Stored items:
====================

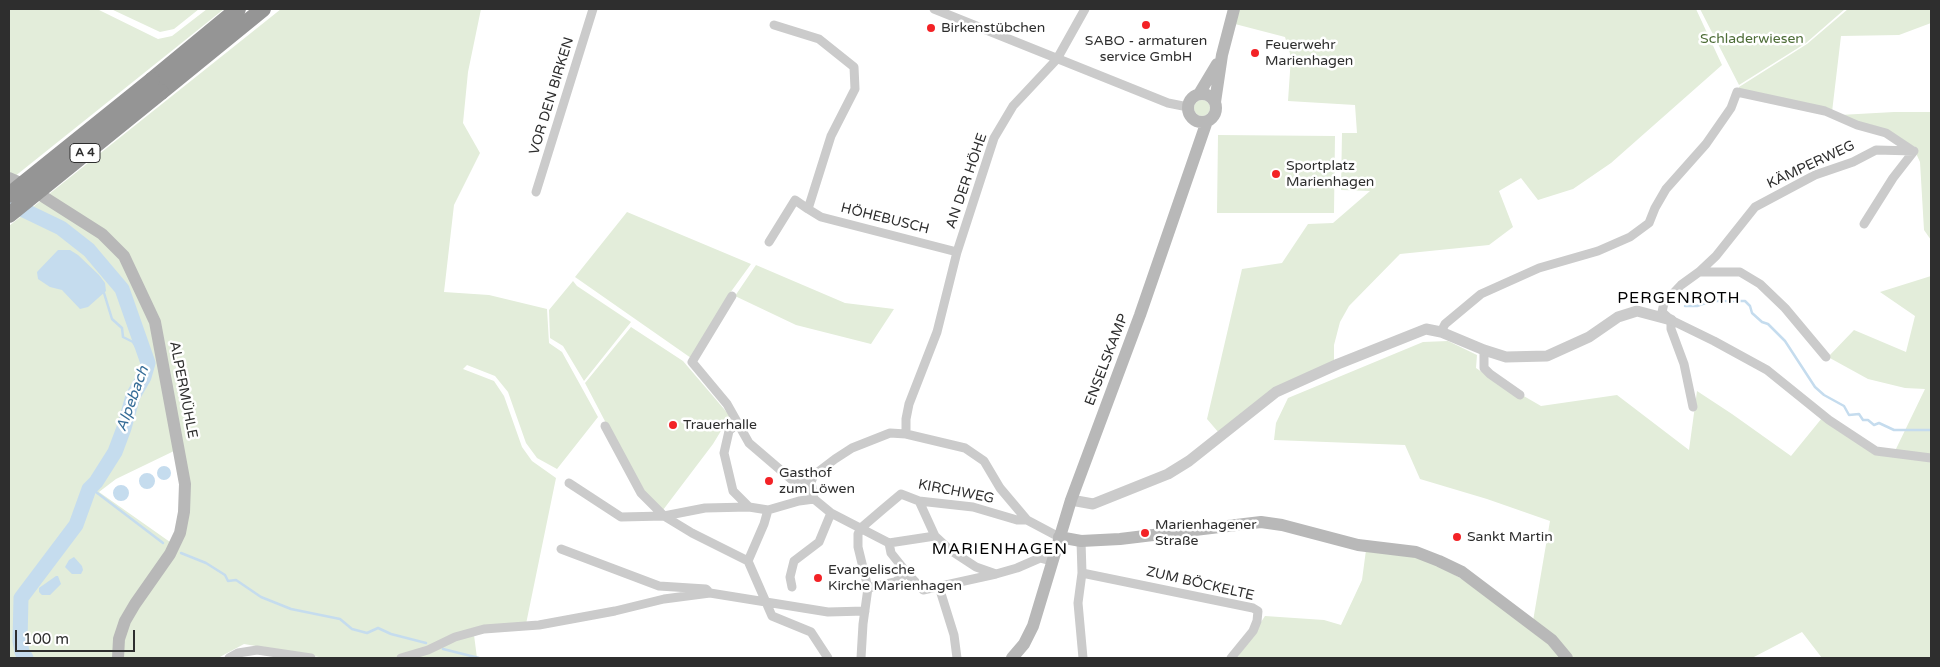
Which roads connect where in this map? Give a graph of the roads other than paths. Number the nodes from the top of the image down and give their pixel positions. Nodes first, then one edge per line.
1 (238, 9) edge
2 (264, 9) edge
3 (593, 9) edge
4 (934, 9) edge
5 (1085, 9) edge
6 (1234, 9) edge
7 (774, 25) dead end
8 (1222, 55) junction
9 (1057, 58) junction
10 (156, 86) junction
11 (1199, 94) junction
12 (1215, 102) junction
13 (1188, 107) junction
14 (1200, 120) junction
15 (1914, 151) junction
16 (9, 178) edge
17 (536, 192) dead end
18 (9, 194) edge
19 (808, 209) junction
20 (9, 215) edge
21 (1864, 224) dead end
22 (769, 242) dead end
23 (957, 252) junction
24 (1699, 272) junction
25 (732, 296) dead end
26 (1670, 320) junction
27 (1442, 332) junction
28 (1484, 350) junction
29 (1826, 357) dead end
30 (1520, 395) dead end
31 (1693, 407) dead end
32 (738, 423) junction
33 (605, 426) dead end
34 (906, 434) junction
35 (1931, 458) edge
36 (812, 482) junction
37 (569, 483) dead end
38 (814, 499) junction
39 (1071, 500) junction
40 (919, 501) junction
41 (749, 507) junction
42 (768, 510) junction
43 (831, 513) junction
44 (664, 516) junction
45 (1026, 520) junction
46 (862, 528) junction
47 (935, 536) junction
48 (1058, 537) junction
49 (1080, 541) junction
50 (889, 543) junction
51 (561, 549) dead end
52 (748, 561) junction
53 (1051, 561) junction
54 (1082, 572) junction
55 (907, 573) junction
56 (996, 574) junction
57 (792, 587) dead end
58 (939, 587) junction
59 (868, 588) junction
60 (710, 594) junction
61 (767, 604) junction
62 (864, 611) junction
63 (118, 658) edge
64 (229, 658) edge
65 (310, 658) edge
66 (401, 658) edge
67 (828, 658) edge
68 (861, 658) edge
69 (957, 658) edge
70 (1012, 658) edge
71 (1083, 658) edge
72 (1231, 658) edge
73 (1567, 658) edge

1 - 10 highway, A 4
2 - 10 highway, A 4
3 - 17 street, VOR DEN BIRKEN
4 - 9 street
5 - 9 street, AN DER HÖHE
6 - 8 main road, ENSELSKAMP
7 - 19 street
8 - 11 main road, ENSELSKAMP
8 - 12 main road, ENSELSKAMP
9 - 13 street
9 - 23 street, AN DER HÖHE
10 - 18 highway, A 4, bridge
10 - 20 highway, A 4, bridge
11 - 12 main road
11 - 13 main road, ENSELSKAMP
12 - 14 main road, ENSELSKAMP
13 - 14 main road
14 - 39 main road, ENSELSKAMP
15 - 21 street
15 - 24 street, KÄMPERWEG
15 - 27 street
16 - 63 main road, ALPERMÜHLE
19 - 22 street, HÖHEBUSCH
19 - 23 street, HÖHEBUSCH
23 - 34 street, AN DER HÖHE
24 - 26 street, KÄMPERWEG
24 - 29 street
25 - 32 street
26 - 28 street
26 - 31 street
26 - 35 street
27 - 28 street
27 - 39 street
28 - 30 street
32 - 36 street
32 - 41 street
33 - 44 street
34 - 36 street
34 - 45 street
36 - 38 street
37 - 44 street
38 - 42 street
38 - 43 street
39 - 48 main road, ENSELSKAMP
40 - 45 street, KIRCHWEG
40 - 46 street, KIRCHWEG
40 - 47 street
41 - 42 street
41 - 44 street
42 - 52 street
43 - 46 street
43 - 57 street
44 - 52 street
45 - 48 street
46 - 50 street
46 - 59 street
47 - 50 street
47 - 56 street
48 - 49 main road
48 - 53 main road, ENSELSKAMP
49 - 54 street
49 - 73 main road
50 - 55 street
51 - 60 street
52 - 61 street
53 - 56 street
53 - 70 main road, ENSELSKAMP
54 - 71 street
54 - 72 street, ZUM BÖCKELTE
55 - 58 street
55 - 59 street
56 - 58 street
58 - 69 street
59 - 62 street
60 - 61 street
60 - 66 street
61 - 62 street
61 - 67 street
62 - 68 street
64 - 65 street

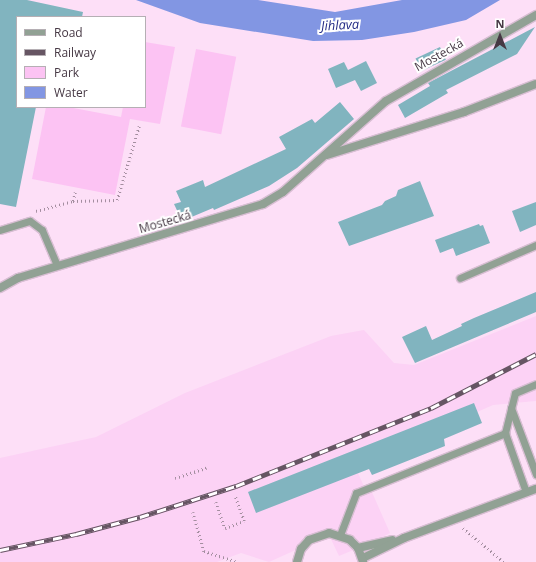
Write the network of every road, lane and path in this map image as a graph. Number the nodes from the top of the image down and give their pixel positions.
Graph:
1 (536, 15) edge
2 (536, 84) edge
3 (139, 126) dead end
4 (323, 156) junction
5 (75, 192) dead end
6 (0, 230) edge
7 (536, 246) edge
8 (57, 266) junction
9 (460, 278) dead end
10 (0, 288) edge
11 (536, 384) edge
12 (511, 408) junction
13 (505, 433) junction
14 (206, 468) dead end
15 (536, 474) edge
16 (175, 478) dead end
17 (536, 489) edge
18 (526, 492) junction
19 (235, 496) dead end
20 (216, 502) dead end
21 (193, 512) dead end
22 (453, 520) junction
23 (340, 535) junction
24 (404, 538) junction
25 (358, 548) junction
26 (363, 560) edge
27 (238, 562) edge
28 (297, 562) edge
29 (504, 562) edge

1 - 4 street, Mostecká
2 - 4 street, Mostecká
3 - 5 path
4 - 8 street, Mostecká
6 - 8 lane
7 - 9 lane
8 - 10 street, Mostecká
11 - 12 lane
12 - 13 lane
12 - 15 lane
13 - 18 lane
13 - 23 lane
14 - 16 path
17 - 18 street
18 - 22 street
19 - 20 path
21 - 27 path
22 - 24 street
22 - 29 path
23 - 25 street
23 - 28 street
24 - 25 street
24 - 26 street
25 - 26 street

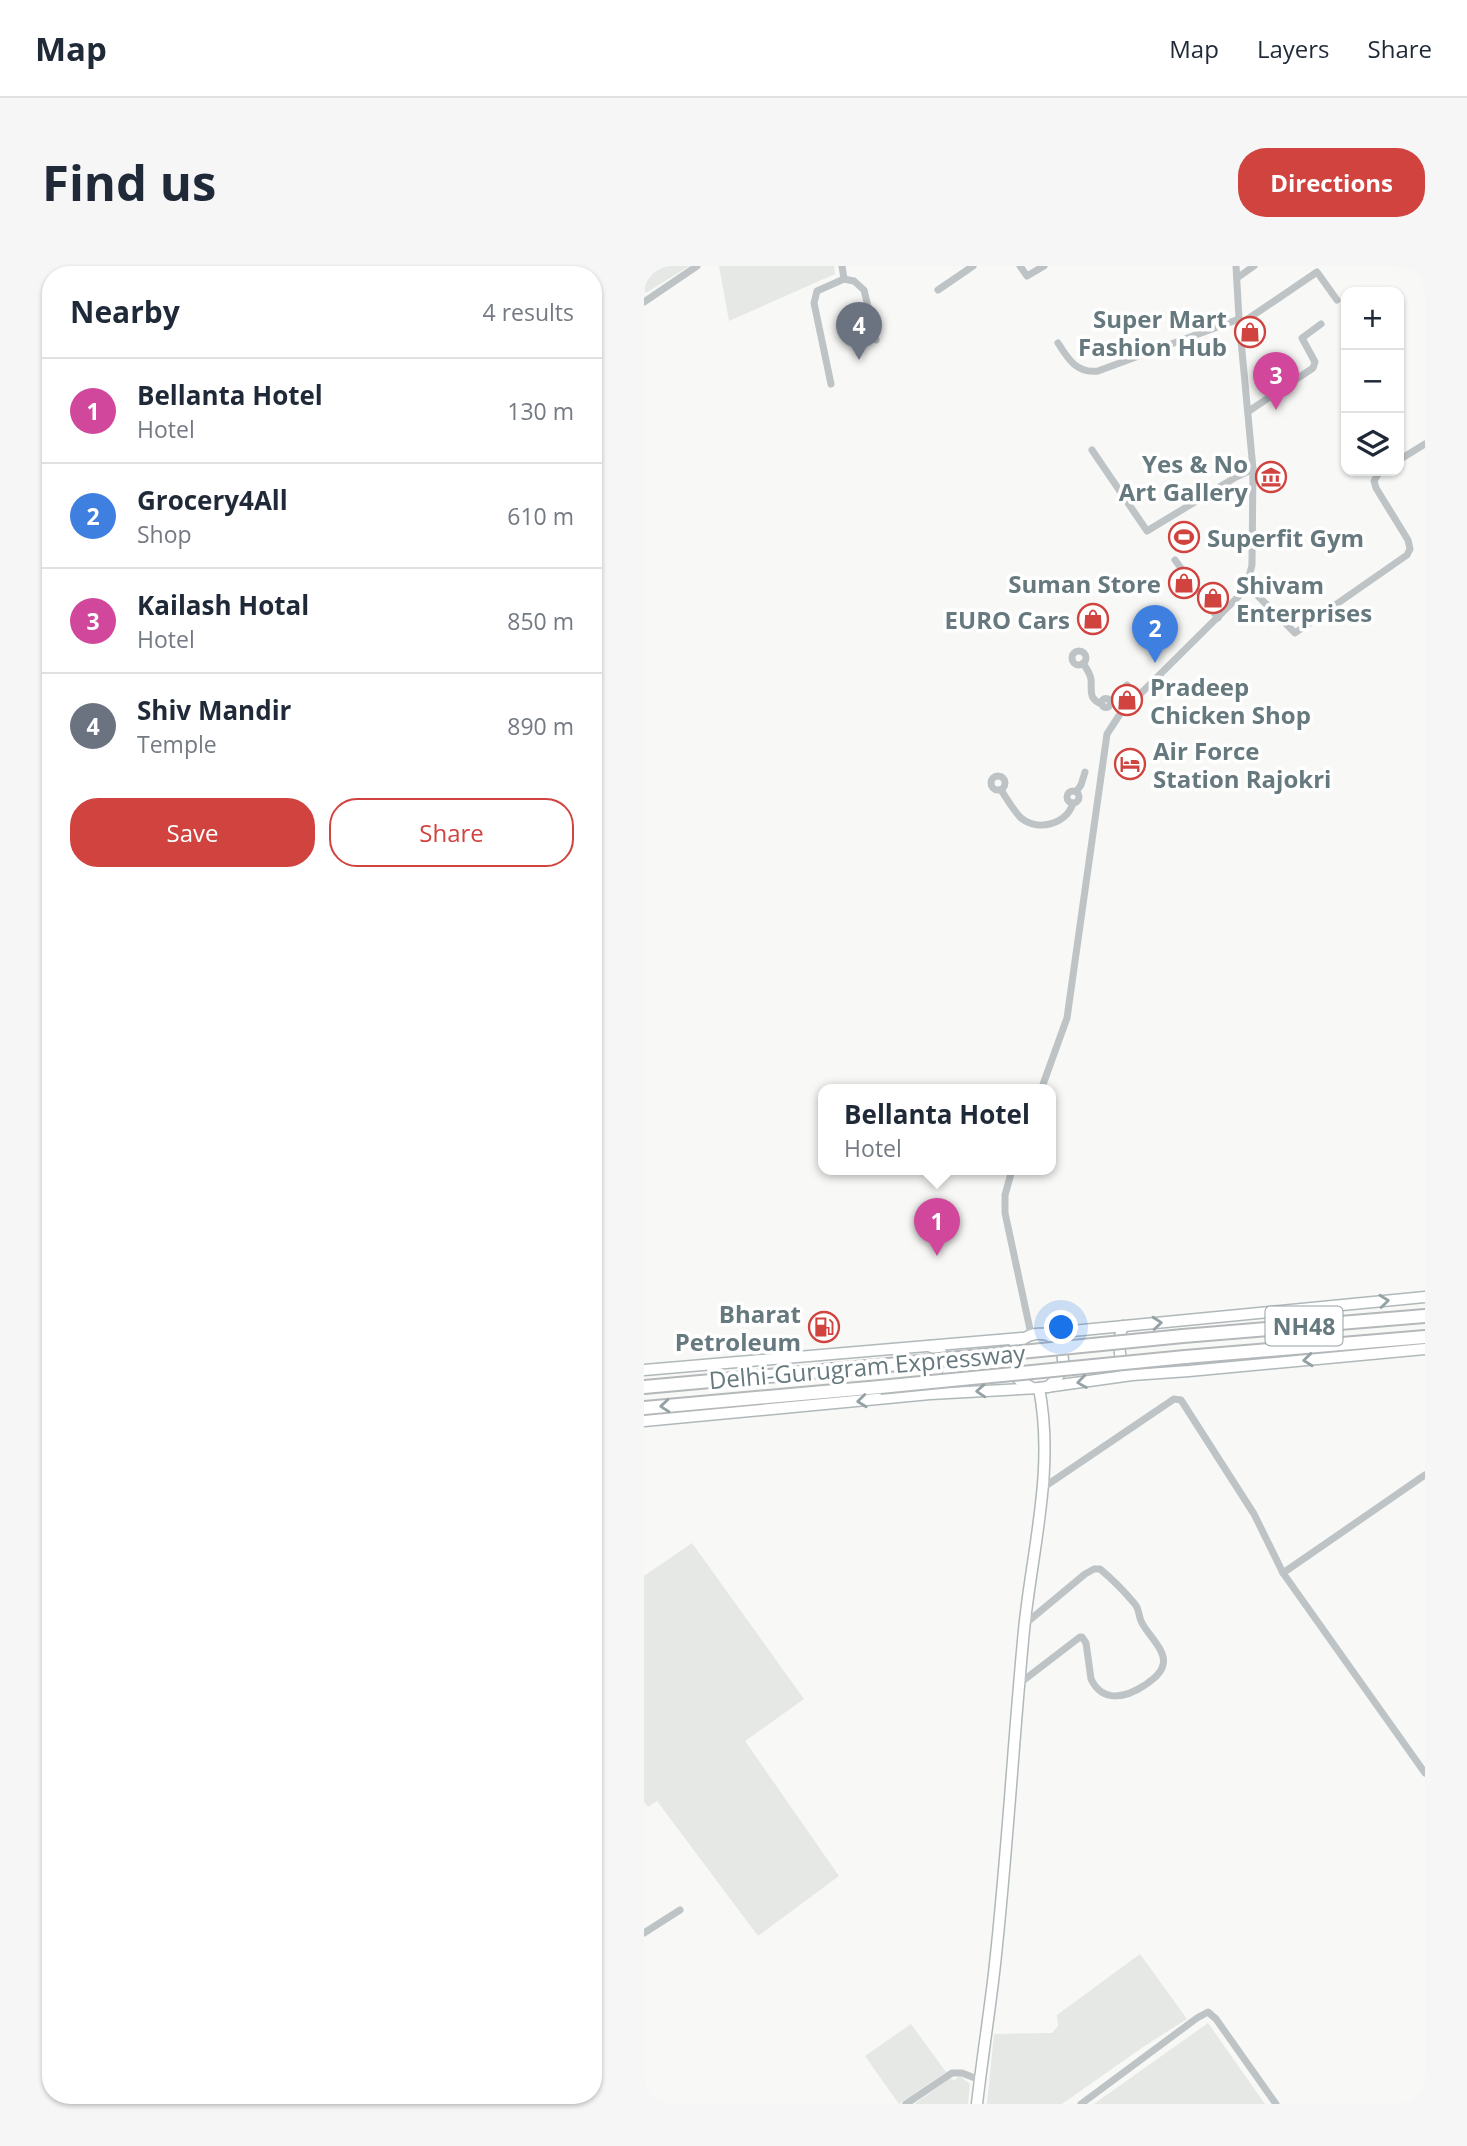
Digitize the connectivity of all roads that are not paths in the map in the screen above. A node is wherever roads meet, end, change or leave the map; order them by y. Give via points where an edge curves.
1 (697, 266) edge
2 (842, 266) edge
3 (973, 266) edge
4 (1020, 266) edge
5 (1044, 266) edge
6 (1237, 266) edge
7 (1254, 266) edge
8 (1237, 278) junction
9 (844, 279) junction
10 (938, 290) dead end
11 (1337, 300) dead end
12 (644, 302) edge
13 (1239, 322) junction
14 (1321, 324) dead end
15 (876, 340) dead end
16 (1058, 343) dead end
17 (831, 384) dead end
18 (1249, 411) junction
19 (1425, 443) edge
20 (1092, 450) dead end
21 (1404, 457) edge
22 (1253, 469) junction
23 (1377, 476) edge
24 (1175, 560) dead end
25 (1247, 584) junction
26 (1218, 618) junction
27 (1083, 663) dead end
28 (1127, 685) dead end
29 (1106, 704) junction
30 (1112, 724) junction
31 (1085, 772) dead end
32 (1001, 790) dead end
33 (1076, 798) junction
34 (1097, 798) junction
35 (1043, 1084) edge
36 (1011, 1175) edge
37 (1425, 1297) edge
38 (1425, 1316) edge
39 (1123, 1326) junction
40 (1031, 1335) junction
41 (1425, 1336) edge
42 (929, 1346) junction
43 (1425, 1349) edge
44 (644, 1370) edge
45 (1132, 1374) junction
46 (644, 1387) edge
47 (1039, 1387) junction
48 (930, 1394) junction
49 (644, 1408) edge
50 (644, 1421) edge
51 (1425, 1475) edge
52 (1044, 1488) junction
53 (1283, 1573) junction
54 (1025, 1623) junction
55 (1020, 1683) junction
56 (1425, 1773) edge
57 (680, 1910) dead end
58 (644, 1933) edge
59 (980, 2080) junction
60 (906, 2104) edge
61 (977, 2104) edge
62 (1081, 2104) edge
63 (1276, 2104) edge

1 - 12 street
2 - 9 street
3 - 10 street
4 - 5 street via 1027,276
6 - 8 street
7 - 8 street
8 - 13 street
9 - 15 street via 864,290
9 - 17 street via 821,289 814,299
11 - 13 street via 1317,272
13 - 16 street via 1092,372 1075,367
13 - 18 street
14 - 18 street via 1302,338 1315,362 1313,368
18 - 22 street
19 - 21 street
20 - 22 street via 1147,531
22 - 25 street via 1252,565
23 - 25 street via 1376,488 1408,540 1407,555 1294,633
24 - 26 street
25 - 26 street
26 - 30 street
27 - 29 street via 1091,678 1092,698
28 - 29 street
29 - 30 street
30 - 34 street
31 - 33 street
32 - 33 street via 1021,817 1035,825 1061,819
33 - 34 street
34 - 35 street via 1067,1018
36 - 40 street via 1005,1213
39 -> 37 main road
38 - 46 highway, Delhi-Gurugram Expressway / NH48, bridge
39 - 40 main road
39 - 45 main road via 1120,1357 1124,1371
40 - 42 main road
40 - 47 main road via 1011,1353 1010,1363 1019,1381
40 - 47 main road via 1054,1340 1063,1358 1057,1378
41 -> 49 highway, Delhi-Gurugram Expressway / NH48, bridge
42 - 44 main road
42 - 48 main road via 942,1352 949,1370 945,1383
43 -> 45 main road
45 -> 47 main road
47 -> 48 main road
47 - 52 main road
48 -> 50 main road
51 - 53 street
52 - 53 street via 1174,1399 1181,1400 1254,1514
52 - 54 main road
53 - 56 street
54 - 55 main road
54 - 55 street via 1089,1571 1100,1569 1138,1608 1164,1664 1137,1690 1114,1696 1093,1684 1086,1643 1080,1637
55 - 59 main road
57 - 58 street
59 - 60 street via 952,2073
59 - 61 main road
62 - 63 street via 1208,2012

====================

**Required action:** Check each line of the entries, and copy the ones that contain "Gurugram".

**Reply:**
38 - 46 highway, Delhi-Gurugram Expressway / NH48, bridge
41 -> 49 highway, Delhi-Gurugram Expressway / NH48, bridge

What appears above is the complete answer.